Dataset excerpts
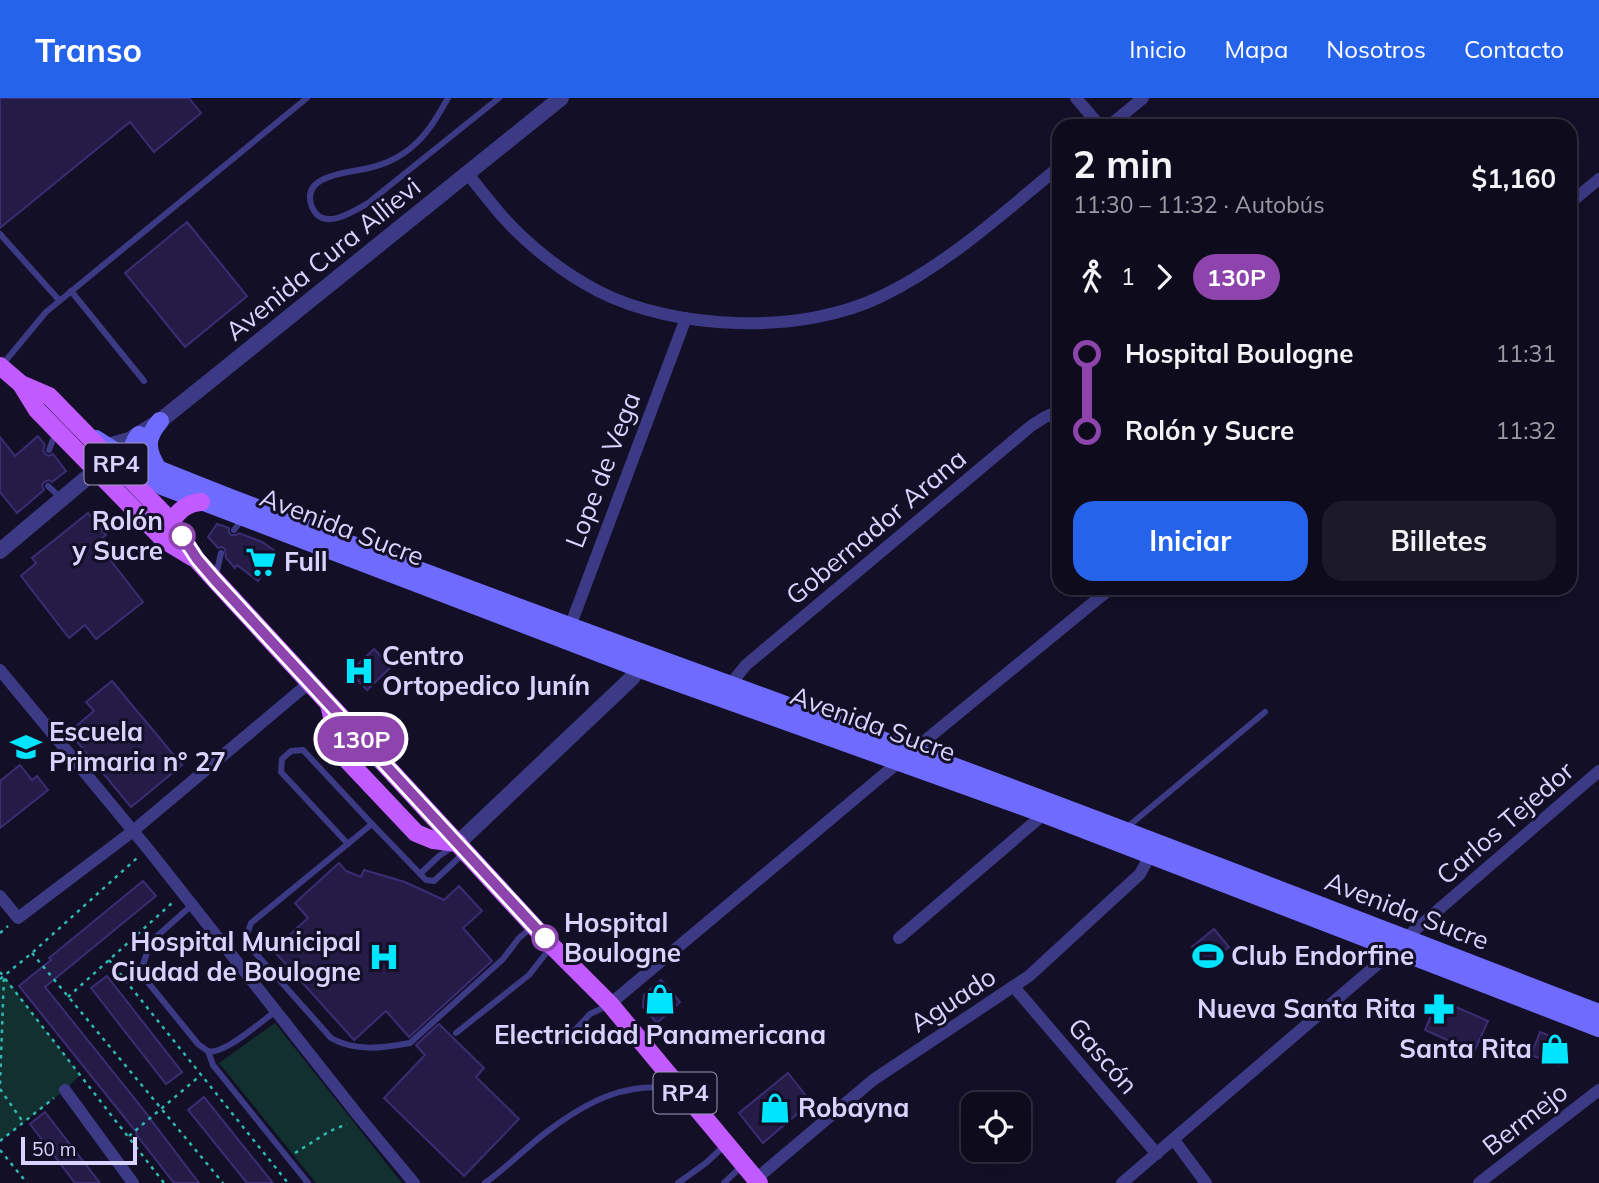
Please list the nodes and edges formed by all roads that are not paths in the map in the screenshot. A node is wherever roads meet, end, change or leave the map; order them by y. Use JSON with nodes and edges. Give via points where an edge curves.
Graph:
{"nodes":[{"id":1,"x":307,"y":98,"type":"edge"},
{"id":2,"x":447,"y":98,"type":"edge"},
{"id":3,"x":499,"y":98,"type":"edge"},
{"id":4,"x":561,"y":98,"type":"edge"},
{"id":5,"x":1076,"y":98,"type":"edge"},
{"id":6,"x":1143,"y":98,"type":"edge"},
{"id":7,"x":1094,"y":119,"type":"edge"},
{"id":8,"x":1118,"y":119,"type":"edge"},
{"id":9,"x":1052,"y":173,"type":"edge"},
{"id":10,"x":468,"y":174,"type":"junction"},
{"id":11,"x":1599,"y":179,"type":"edge"},
{"id":12,"x":1577,"y":197,"type":"edge"},
{"id":13,"x":0,"y":234,"type":"edge"},
{"id":14,"x":71,"y":291,"type":"junction"},
{"id":15,"x":59,"y":300,"type":"junction"},
{"id":16,"x":687,"y":318,"type":"junction"},
{"id":17,"x":0,"y":366,"type":"edge"},
{"id":18,"x":144,"y":381,"type":"dead end"},
{"id":19,"x":21,"y":384,"type":"junction"},
{"id":20,"x":1052,"y":414,"type":"edge"},
{"id":21,"x":160,"y":421,"type":"junction"},
{"id":22,"x":57,"y":430,"type":"junction"},
{"id":23,"x":85,"y":432,"type":"junction"},
{"id":24,"x":139,"y":435,"type":"junction"},
{"id":25,"x":108,"y":446,"type":"junction"},
{"id":26,"x":49,"y":450,"type":"dead end"},
{"id":27,"x":134,"y":463,"type":"junction"},
{"id":28,"x":158,"y":469,"type":"junction"},
{"id":29,"x":96,"y":470,"type":"junction"},
{"id":30,"x":48,"y":486,"type":"dead end"},
{"id":31,"x":62,"y":499,"type":"junction"},
{"id":32,"x":201,"y":502,"type":"junction"},
{"id":33,"x":171,"y":522,"type":"junction"},
{"id":34,"x":0,"y":551,"type":"edge"},
{"id":35,"x":221,"y":553,"type":"dead end"},
{"id":36,"x":197,"y":559,"type":"junction"},
{"id":37,"x":215,"y":580,"type":"junction"},
{"id":38,"x":1102,"y":595,"type":"edge"},
{"id":39,"x":568,"y":633,"type":"junction"},
{"id":40,"x":642,"y":661,"type":"junction"},
{"id":41,"x":0,"y":670,"type":"edge"},
{"id":42,"x":309,"y":683,"type":"junction"},
{"id":43,"x":729,"y":686,"type":"junction"},
{"id":44,"x":328,"y":704,"type":"junction"},
{"id":45,"x":1265,"y":712,"type":"dead end"},
{"id":46,"x":906,"y":756,"type":"junction"},
{"id":47,"x":1599,"y":771,"type":"edge"},
{"id":48,"x":1046,"y":808,"type":"junction"},
{"id":49,"x":372,"y":824,"type":"junction"},
{"id":50,"x":1123,"y":830,"type":"junction"},
{"id":51,"x":133,"y":831,"type":"junction"},
{"id":52,"x":348,"y":844,"type":"junction"},
{"id":53,"x":462,"y":847,"type":"junction"},
{"id":54,"x":1154,"y":849,"type":"junction"},
{"id":55,"x":420,"y":874,"type":"junction"},
{"id":56,"x":0,"y":896,"type":"edge"},
{"id":57,"x":192,"y":905,"type":"junction"},
{"id":58,"x":534,"y":926,"type":"junction"},
{"id":59,"x":899,"y":938,"type":"dead end"},
{"id":60,"x":1399,"y":944,"type":"junction"},
{"id":61,"x":552,"y":946,"type":"junction"},
{"id":62,"x":1014,"y":987,"type":"junction"},
{"id":63,"x":610,"y":1004,"type":"junction"},
{"id":64,"x":276,"y":1011,"type":"junction"},
{"id":65,"x":1599,"y":1013,"type":"edge"},
{"id":66,"x":1599,"y":1028,"type":"edge"},
{"id":67,"x":456,"y":1033,"type":"dead end"},
{"id":68,"x":564,"y":1042,"type":"dead end"},
{"id":69,"x":208,"y":1051,"type":"junction"},
{"id":70,"x":65,"y":1090,"type":"road end"},
{"id":71,"x":682,"y":1090,"type":"junction"},
{"id":72,"x":1599,"y":1090,"type":"edge"},
{"id":73,"x":1174,"y":1140,"type":"junction"},
{"id":74,"x":727,"y":1144,"type":"junction"},
{"id":75,"x":1157,"y":1154,"type":"junction"},
{"id":76,"x":744,"y":1164,"type":"junction"},
{"id":77,"x":757,"y":1181,"type":"edge"},
{"id":78,"x":133,"y":1183,"type":"edge"},
{"id":79,"x":308,"y":1183,"type":"edge"},
{"id":80,"x":414,"y":1183,"type":"edge"},
{"id":81,"x":485,"y":1183,"type":"edge"},
{"id":82,"x":678,"y":1183,"type":"edge"},
{"id":83,"x":724,"y":1183,"type":"edge"},
{"id":84,"x":1122,"y":1183,"type":"edge"},
{"id":85,"x":1206,"y":1183,"type":"edge"},
{"id":86,"x":1479,"y":1183,"type":"edge"}],
"edges":[{"from":1,"to":14,"type":"lane"},
{"from":2,"to":3,"type":"lane","via":[[426,133],[405,152],[368,169],[318,181],[309,200],[313,211],[337,219],[352,213]]},
{"from":4,"to":10,"type":"street","name":"Avenida Cura Allievi"},
{"from":5,"to":7,"type":"street"},
{"from":6,"to":8,"type":"street"},
{"from":9,"to":16,"type":"street","via":[[949,255],[882,296],[816,318],[751,323]]},
{"from":10,"to":16,"type":"street","via":[[520,234],[570,274],[617,299]]},
{"from":10,"to":21,"type":"street","name":"Avenida Cura Allievi"},
{"from":11,"to":12,"type":"street"},
{"from":13,"to":15,"type":"lane"},
{"from":14,"to":15,"type":"lane"},
{"from":14,"to":18,"type":"lane"},
{"from":15,"to":17,"type":"lane"},
{"from":16,"to":39,"type":"street","name":"Lope de Vega"},
{"from":17,"to":19,"type":"main road","number":"RP4"},
{"from":19,"to":22,"type":"main road","number":"RP4"},
{"from":19,"to":23,"type":"main road","number":"RP4","via":[[49,396]]},
{"from":20,"to":43,"type":"street","name":"Gobernador Arana","via":[[1020,435],[746,665]]},
{"from":21,"to":24,"type":"street","name":"Avenida Cura Allievi"},
{"from":21,"to":28,"type":"main road","via":[[149,438],[151,459]]},
{"from":22,"to":26,"type":"lane"},
{"from":22,"to":29,"type":"main road","number":"RP4"},
{"from":23,"to":25,"type":"main road","name":"Avenida Sucre"},
{"from":23,"to":33,"type":"main road","number":"RP4"},
{"from":24,"to":25,"type":"street","name":"Avenida Cura Allievi"},
{"from":24,"to":27,"type":"main road","via":[[131,449]]},
{"from":25,"to":27,"type":"main road","name":"Avenida Sucre"},
{"from":27,"to":28,"type":"main road","name":"Avenida Sucre"},
{"from":27,"to":32,"type":"main road","name":"Avenida Sucre","via":[[162,486]]},
{"from":28,"to":39,"type":"main road","name":"Avenida Sucre"},
{"from":29,"to":31,"type":"street"},
{"from":29,"to":36,"type":"main road","number":"RP4","via":[[164,540]]},
{"from":30,"to":31,"type":"lane"},
{"from":31,"to":34,"type":"street"},
{"from":32,"to":33,"type":"main road","via":[[183,508]]},
{"from":32,"to":39,"type":"main road","name":"Avenida Sucre","via":[[238,524]]},
{"from":33,"to":36,"type":"main road","number":"RP4"},
{"from":35,"to":37,"type":"lane"},
{"from":36,"to":37,"type":"main road","number":"RP4"},
{"from":37,"to":42,"type":"main road","number":"RP4"},
{"from":38,"to":46,"type":"street"},
{"from":39,"to":40,"type":"main road","name":"Avenida Sucre"},
{"from":40,"to":43,"type":"main road","name":"Avenida Sucre"},
{"from":40,"to":46,"type":"main road","name":"Avenida Sucre"},
{"from":40,"to":53,"type":"street","via":[[632,678]]},
{"from":41,"to":51,"type":"street"},
{"from":42,"to":44,"type":"main road","number":"RP4"},
{"from":42,"to":51,"type":"street"},
{"from":43,"to":46,"type":"main road","name":"Avenida Sucre"},
{"from":44,"to":53,"type":"main road","number":"RP4"},
{"from":44,"to":53,"type":"main road","via":[[348,761],[416,833]]},
{"from":45,"to":50,"type":"lane"},
{"from":46,"to":48,"type":"main road","name":"Avenida Sucre"},
{"from":46,"to":63,"type":"street"},
{"from":47,"to":60,"type":"street","name":"Carlos Tejedor"},
{"from":48,"to":50,"type":"main road","name":"Avenida Sucre"},
{"from":48,"to":54,"type":"main road","name":"Avenida Sucre"},
{"from":48,"to":59,"type":"street"},
{"from":49,"to":52,"type":"lane"},
{"from":49,"to":52,"type":"lane","via":[[303,751],[291,751],[282,759],[281,772]]},
{"from":49,"to":55,"type":"lane"},
{"from":50,"to":54,"type":"main road","name":"Avenida Sucre"},
{"from":51,"to":56,"type":"street","via":[[18,918]]},
{"from":51,"to":57,"type":"street"},
{"from":52,"to":58,"type":"lane","via":[[251,923],[247,934],[250,947],[331,1038],[342,1044],[357,1048],[410,1043]]},
{"from":53,"to":55,"type":"lane","via":[[439,856]]},
{"from":53,"to":55,"type":"lane","via":[[434,881]]},
{"from":53,"to":58,"type":"main road","number":"RP4"},
{"from":54,"to":60,"type":"main road","name":"Avenida Sucre"},
{"from":54,"to":62,"type":"street","name":"Aguado","via":[[1140,874]]},
{"from":57,"to":64,"type":"street"},
{"from":57,"to":69,"type":"lane","via":[[156,937],[143,965],[146,980]]},
{"from":58,"to":61,"type":"main road","number":"RP4"},
{"from":60,"to":65,"type":"main road","name":"Avenida Sucre"},
{"from":60,"to":66,"type":"main road","name":"Avenida Sucre"},
{"from":60,"to":73,"type":"street","name":"Carlos Tejedor"},
{"from":61,"to":63,"type":"main road","number":"RP4"},
{"from":61,"to":67,"type":"lane","via":[[529,975]]},
{"from":62,"to":75,"type":"street","name":"Gascón"},
{"from":62,"to":77,"type":"street","name":"Aguado","via":[[873,1080]]},
{"from":63,"to":68,"type":"lane","via":[[590,1014]]},
{"from":63,"to":71,"type":"main road","number":"RP4"},
{"from":64,"to":69,"type":"lane","via":[[227,1046]]},
{"from":64,"to":80,"type":"street"},
{"from":69,"to":79,"type":"lane","via":[[213,1065]]},
{"from":70,"to":78,"type":"street"},
{"from":71,"to":74,"type":"main road","number":"RP4"},
{"from":71,"to":81,"type":"lane","via":[[646,1086],[608,1095],[551,1128]]},
{"from":72,"to":86,"type":"street","name":"Bermejo"},
{"from":73,"to":75,"type":"street","name":"Carlos Tejedor"},
{"from":73,"to":85,"type":"street"},
{"from":74,"to":76,"type":"main road","number":"RP4"},
{"from":74,"to":82,"type":"lane"},
{"from":75,"to":84,"type":"street","name":"Carlos Tejedor"},
{"from":76,"to":77,"type":"main road","number":"RP4"},
{"from":76,"to":83,"type":"lane"}]}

*What you have to do:*
Reading through the records above, report each line in which the string "Carlos" is found.

*Answer box:*
{"from":47,"to":60,"type":"street","name":"Carlos Tejedor"},
{"from":60,"to":73,"type":"street","name":"Carlos Tejedor"},
{"from":73,"to":75,"type":"street","name":"Carlos Tejedor"},
{"from":75,"to":84,"type":"street","name":"Carlos Tejedor"},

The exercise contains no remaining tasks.